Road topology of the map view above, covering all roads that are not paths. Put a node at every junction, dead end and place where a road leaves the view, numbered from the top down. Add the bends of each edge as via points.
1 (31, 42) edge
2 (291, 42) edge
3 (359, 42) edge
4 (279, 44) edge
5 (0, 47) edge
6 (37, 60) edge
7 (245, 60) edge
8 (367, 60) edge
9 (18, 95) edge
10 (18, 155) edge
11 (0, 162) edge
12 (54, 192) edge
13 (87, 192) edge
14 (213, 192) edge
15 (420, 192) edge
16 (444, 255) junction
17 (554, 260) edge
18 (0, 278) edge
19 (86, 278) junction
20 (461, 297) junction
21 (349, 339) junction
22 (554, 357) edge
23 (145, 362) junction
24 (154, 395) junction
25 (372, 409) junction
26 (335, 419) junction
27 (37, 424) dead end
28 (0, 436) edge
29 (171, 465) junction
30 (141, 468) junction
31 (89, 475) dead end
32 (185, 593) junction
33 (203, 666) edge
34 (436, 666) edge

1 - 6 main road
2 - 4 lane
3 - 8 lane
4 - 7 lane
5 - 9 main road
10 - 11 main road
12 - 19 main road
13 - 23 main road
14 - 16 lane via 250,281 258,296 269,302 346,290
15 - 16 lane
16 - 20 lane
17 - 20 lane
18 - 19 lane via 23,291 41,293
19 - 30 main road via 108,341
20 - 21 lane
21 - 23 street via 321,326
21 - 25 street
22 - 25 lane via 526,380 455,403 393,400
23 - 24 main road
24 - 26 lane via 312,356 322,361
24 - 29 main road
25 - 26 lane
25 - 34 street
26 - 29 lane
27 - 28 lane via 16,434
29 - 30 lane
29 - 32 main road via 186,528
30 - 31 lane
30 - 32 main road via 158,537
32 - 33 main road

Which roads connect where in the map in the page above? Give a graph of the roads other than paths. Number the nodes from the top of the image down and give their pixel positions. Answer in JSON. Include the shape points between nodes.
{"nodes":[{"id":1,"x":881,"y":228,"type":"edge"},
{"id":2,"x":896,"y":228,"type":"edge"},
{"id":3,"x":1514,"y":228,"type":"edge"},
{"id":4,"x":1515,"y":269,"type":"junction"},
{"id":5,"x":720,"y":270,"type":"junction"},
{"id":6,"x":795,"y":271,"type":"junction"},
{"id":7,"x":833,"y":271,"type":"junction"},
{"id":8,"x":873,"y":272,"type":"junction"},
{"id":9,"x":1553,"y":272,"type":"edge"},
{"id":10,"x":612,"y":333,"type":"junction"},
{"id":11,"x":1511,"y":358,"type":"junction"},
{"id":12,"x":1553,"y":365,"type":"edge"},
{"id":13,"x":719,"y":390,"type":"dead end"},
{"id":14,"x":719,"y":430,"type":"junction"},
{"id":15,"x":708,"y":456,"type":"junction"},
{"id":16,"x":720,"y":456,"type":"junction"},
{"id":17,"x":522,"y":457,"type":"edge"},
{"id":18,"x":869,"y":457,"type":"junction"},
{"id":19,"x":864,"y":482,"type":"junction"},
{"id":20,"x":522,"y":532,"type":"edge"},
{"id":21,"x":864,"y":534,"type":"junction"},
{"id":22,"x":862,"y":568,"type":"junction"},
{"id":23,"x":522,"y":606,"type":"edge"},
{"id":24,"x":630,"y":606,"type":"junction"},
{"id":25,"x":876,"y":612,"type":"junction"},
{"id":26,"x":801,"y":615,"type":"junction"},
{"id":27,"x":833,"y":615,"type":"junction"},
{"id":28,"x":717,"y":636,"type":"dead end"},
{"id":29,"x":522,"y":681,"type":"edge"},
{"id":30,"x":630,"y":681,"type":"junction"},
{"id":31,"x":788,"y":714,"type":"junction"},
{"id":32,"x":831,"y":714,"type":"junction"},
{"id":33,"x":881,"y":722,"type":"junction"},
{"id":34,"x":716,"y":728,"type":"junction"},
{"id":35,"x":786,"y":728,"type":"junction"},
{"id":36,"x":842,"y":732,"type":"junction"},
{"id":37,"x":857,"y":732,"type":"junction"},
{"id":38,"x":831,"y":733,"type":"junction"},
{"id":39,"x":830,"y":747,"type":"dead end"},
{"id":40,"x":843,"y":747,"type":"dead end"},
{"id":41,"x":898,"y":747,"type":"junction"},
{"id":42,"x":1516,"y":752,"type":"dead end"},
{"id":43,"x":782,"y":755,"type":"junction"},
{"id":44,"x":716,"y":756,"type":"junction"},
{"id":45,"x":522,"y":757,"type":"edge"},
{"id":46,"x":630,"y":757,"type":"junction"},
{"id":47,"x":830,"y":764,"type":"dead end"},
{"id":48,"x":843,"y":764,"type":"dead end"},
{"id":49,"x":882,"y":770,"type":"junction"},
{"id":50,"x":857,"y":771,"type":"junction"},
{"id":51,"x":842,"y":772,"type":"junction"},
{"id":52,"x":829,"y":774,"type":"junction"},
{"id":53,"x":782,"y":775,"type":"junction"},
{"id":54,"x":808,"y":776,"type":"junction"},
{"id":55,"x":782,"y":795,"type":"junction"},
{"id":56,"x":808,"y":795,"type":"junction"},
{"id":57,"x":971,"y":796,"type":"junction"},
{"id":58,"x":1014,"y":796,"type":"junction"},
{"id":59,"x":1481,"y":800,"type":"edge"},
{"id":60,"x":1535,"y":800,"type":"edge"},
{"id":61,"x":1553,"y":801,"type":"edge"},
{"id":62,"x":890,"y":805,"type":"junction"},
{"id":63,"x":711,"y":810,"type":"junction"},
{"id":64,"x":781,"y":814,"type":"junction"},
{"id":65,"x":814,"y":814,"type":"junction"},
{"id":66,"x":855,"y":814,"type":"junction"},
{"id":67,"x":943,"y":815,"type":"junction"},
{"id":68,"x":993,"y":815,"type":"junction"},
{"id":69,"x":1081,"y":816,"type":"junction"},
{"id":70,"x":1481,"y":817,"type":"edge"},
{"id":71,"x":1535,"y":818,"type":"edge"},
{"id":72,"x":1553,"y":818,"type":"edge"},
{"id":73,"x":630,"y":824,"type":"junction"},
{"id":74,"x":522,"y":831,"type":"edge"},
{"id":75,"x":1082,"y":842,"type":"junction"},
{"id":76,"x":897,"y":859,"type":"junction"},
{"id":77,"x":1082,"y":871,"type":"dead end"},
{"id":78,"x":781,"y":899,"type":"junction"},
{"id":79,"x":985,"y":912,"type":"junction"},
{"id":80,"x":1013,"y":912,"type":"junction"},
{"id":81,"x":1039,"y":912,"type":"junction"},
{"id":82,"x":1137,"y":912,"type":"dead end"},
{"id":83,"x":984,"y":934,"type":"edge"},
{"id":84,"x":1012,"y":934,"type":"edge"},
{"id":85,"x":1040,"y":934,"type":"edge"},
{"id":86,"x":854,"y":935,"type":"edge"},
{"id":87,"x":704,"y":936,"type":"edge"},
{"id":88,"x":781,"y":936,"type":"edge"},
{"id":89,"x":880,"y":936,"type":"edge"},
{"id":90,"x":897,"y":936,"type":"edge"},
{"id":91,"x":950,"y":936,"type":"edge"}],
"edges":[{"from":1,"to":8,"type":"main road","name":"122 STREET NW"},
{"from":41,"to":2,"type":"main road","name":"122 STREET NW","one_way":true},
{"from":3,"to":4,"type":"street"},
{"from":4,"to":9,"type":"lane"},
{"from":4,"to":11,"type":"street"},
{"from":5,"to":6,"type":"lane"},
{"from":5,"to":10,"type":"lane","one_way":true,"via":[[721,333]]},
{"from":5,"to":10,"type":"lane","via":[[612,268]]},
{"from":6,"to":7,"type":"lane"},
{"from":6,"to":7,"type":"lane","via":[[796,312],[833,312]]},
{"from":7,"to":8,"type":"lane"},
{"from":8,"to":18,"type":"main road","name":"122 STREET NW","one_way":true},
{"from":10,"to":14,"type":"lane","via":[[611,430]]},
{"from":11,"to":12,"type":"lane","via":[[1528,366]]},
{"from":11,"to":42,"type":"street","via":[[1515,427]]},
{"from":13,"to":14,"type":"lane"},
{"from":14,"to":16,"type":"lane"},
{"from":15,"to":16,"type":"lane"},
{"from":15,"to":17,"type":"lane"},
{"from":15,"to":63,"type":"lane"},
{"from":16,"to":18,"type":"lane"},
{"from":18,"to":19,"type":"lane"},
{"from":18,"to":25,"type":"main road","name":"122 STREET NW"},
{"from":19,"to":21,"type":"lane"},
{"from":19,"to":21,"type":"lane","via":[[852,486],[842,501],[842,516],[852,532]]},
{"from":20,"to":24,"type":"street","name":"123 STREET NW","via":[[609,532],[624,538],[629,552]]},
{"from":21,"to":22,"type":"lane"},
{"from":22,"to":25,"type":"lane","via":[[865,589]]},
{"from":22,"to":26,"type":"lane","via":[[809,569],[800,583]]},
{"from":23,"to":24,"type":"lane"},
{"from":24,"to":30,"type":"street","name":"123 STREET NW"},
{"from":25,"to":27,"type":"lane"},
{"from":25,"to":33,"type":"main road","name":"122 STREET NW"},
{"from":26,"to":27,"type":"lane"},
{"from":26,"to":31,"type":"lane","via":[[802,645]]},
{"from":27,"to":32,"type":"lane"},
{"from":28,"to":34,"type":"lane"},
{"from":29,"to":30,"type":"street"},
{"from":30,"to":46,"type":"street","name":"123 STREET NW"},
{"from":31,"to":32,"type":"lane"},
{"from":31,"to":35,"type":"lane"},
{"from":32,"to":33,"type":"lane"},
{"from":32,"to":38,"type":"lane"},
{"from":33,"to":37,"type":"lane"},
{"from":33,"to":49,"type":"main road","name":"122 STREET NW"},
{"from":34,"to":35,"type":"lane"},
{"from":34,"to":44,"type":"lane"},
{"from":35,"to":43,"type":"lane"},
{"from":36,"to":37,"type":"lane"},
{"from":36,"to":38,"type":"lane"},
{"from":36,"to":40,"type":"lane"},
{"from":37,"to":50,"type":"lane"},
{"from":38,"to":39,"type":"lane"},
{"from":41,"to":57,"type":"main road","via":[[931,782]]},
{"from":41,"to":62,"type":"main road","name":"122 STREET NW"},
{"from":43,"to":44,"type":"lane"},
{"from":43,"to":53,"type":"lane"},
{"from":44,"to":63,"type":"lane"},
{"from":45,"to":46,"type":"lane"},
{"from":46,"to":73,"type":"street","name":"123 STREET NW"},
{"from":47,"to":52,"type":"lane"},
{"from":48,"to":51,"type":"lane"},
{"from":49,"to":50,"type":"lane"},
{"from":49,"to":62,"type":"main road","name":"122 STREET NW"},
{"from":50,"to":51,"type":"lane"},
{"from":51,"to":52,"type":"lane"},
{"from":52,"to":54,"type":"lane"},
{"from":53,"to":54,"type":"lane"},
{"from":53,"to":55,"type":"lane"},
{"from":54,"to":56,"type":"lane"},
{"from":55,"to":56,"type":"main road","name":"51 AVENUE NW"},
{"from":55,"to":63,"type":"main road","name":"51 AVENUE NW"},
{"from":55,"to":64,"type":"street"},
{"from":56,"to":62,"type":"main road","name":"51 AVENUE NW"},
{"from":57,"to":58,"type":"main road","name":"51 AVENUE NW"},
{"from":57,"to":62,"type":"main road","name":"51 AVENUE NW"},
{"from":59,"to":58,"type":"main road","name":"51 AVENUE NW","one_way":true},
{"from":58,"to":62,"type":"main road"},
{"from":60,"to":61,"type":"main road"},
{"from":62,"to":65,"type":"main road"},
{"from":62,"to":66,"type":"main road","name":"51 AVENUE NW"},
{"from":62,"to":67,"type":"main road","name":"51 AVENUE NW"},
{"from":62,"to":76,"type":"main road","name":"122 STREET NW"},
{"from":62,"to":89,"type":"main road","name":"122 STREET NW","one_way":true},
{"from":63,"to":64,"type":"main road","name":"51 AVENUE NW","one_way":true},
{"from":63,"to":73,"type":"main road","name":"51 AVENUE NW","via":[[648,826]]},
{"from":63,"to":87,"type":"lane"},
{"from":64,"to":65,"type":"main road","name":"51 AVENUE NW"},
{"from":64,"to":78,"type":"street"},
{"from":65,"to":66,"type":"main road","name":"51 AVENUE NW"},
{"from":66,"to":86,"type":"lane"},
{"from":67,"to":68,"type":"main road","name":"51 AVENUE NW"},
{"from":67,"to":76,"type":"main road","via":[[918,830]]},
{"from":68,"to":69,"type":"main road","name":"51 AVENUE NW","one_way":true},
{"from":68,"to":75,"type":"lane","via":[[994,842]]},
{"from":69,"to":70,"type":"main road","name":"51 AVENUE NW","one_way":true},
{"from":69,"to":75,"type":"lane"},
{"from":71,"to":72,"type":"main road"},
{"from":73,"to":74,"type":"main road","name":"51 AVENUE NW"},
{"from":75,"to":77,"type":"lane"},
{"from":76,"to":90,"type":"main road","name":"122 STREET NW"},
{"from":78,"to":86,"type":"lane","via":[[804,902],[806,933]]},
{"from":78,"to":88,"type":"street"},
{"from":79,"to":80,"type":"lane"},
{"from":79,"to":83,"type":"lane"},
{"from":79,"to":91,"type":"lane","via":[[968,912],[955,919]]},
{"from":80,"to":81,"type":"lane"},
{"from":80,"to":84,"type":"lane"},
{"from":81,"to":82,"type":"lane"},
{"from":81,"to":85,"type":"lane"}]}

————————

:: EXERCISE DETAILS ::
Scan the records above. Return every line with "where" in it.

:: ANSWER TO THIS PROBLEM ::
Road topology of the map view above, covering all roads that are not paths. Put a node at every junction, dead end and place where a road leaves the view, numbered from the top down. Add the bends of each edge as via points.
Which roads connect where in the map in the page above? Give a graph of the roads other than paths. Number the nodes from the top of the image down and give their pixel positions. Answer in JSON. Include the shape points between nodes.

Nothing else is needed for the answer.